Immunothrombosis in Sepsis: Cellular Crosstalk, Molecular Triggers, and Therapeutic Opportunities—A Review

Sepsis remains a critical global health challenge characterized by life-threatening organ dysfunction arising from a dysregulated host response to infection. Immunothrombosis refers to the intersection of immune activation and coagulation pathways, particularly relevant in the context of sepsis. A growing body of evidence identifies immunothrombosis, a tightly interwoven process between innate immunity and coagulation.
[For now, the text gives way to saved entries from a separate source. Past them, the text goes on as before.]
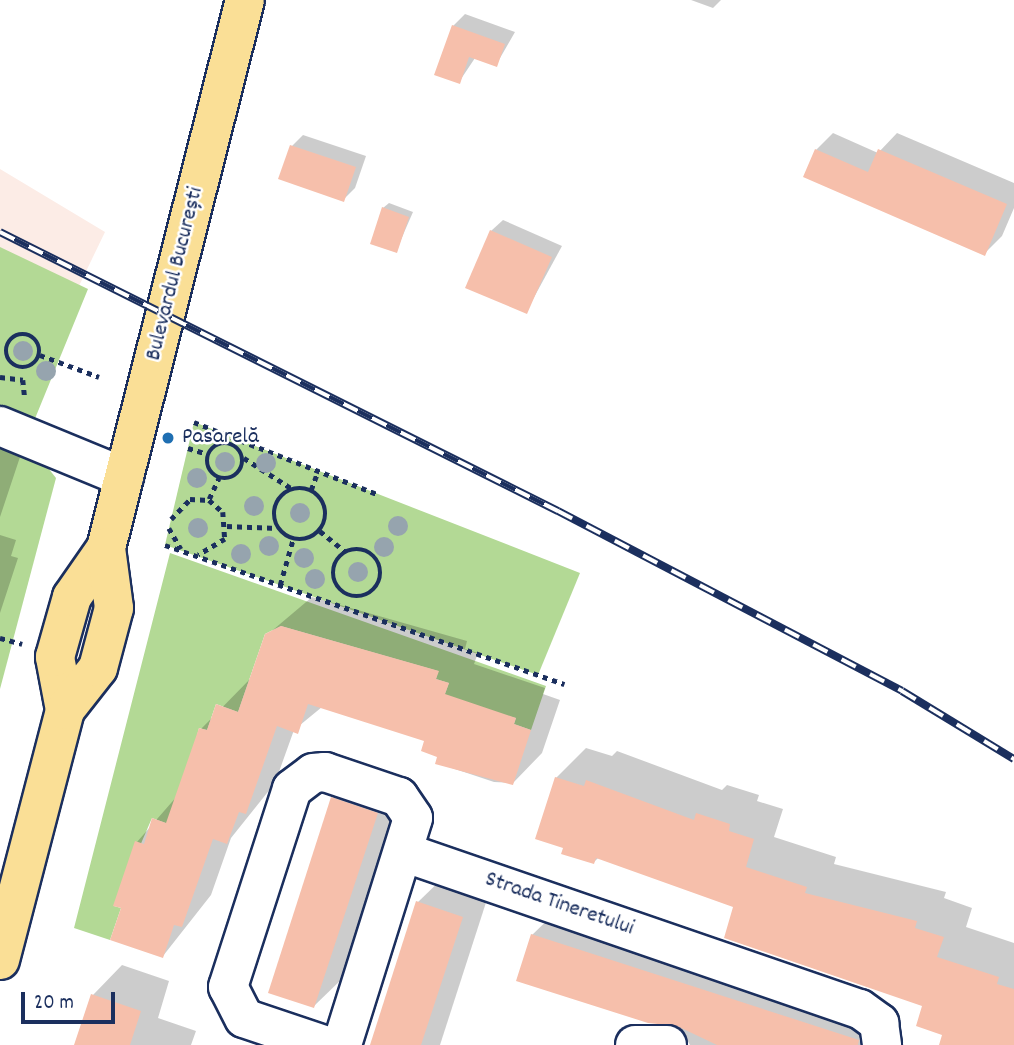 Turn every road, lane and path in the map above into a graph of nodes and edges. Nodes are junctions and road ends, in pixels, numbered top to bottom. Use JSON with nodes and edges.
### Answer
{"nodes":[{"id":1,"x":245,"y":0,"type":"edge"},
{"id":2,"x":0,"y":339,"type":"edge"},
{"id":3,"x":8,"y":343,"type":"junction"},
{"id":4,"x":40,"y":355,"type":"junction"},
{"id":5,"x":17,"y":366,"type":"junction"},
{"id":6,"x":16,"y":374,"type":"junction"},
{"id":7,"x":0,"y":377,"type":"edge"},
{"id":8,"x":99,"y":377,"type":"dead end"},
{"id":9,"x":9,"y":416,"type":"edge"},
{"id":10,"x":194,"y":422,"type":"dead end"},
{"id":11,"x":188,"y":448,"type":"dead end"},
{"id":12,"x":208,"y":454,"type":"junction"},
{"id":13,"x":244,"y":458,"type":"junction"},
{"id":14,"x":318,"y":471,"type":"junction"},
{"id":15,"x":124,"y":477,"type":"junction"},
{"id":16,"x":219,"y":478,"type":"junction"},
{"id":17,"x":292,"y":489,"type":"junction"},
{"id":18,"x":311,"y":490,"type":"junction"},
{"id":19,"x":377,"y":494,"type":"dead end"},
{"id":20,"x":209,"y":500,"type":"junction"},
{"id":21,"x":171,"y":519,"type":"dead end"},
{"id":22,"x":227,"y":526,"type":"junction"},
{"id":23,"x":169,"y":528,"type":"dead end"},
{"id":24,"x":277,"y":528,"type":"junction"},
{"id":25,"x":320,"y":531,"type":"junction"},
{"id":26,"x":293,"y":539,"type":"junction"},
{"id":27,"x":165,"y":545,"type":"dead end"},
{"id":28,"x":345,"y":551,"type":"junction"},
{"id":29,"x":184,"y":552,"type":"junction"},
{"id":30,"x":193,"y":555,"type":"junction"},
{"id":31,"x":280,"y":585,"type":"junction"},
{"id":32,"x":351,"y":596,"type":"junction"},
{"id":33,"x":346,"y":608,"type":"junction"},
{"id":34,"x":0,"y":638,"type":"edge"},
{"id":35,"x":22,"y":644,"type":"dead end"},
{"id":36,"x":564,"y":684,"type":"dead end"},
{"id":37,"x":406,"y":853,"type":"junction"},
{"id":38,"x":0,"y":960,"type":"edge"},
{"id":39,"x":324,"y":1045,"type":"edge"},
{"id":40,"x":342,"y":1045,"type":"edge"},
{"id":41,"x":635,"y":1045,"type":"edge"},
{"id":42,"x":667,"y":1045,"type":"edge"},
{"id":43,"x":882,"y":1045,"type":"edge"}],
"edges":[{"from":1,"to":15,"type":"main road","name":"Bulevardul București"},
{"from":2,"to":3,"type":"path"},
{"from":3,"to":4,"type":"path"},
{"from":3,"to":5,"type":"path"},
{"from":4,"to":5,"type":"path"},
{"from":4,"to":8,"type":"path"},
{"from":5,"to":6,"type":"path"},
{"from":6,"to":7,"type":"path"},
{"from":6,"to":9,"type":"path"},
{"from":9,"to":15,"type":"street"},
{"from":10,"to":14,"type":"path"},
{"from":11,"to":12,"type":"path"},
{"from":12,"to":13,"type":"path"},
{"from":12,"to":16,"type":"path"},
{"from":13,"to":16,"type":"path"},
{"from":13,"to":17,"type":"path"},
{"from":14,"to":18,"type":"path"},
{"from":14,"to":19,"type":"path"},
{"from":15,"to":38,"type":"main road","name":"Bulevardul București"},
{"from":16,"to":20,"type":"path"},
{"from":17,"to":18,"type":"path"},
{"from":17,"to":24,"type":"path"},
{"from":18,"to":25,"type":"path"},
{"from":20,"to":21,"type":"path"},
{"from":20,"to":22,"type":"path"},
{"from":22,"to":24,"type":"path"},
{"from":22,"to":30,"type":"path"},
{"from":23,"to":29,"type":"path"},
{"from":24,"to":26,"type":"path"},
{"from":25,"to":26,"type":"path"},
{"from":25,"to":28,"type":"path"},
{"from":26,"to":31,"type":"path"},
{"from":27,"to":29,"type":"path"},
{"from":28,"to":32,"type":"path"},
{"from":28,"to":32,"type":"path"},
{"from":29,"to":30,"type":"path"},
{"from":30,"to":31,"type":"path"},
{"from":31,"to":33,"type":"path"},
{"from":32,"to":33,"type":"path"},
{"from":33,"to":36,"type":"path"},
{"from":34,"to":35,"type":"path"},
{"from":37,"to":39,"type":"street"},
{"from":37,"to":40,"type":"street"},
{"from":37,"to":43,"type":"street","name":"Strada Tineretului"},
{"from":41,"to":42,"type":"street"}]}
While immunothrombosis serves as a host defense mechanism under physiological conditions, its aberrant activation in sepsis precipitates microvascular thrombosis, organ ischemia, and progression toward disseminated intravascular coagulation (DIC). This review provides a comprehensive overview of the cellular contributors to immunothrombosis, including neutrophils, monocytes, platelets, and endothelial cells, and elucidates the signaling cascades, such as nuclear factor kappa B (NF-κB), mitogen-activated protein kinase (MAPK), and inflammasome activation, that govern their interplay. We further highlight emerging molecular mediators, including extracellular traps, tissue factor expression, and cytokine amplification loops, that collectively promote pathological thromboinflammation. A deeper understanding of these interconnected pathways offers critical insights into the pathogenesis of sepsis and unveils potential targets for timely intervention. Ultimately, this review aims to bridge immunological and hematological perspectives to inform the development of novel therapeutic strategies against sepsis-induced coagulopathy.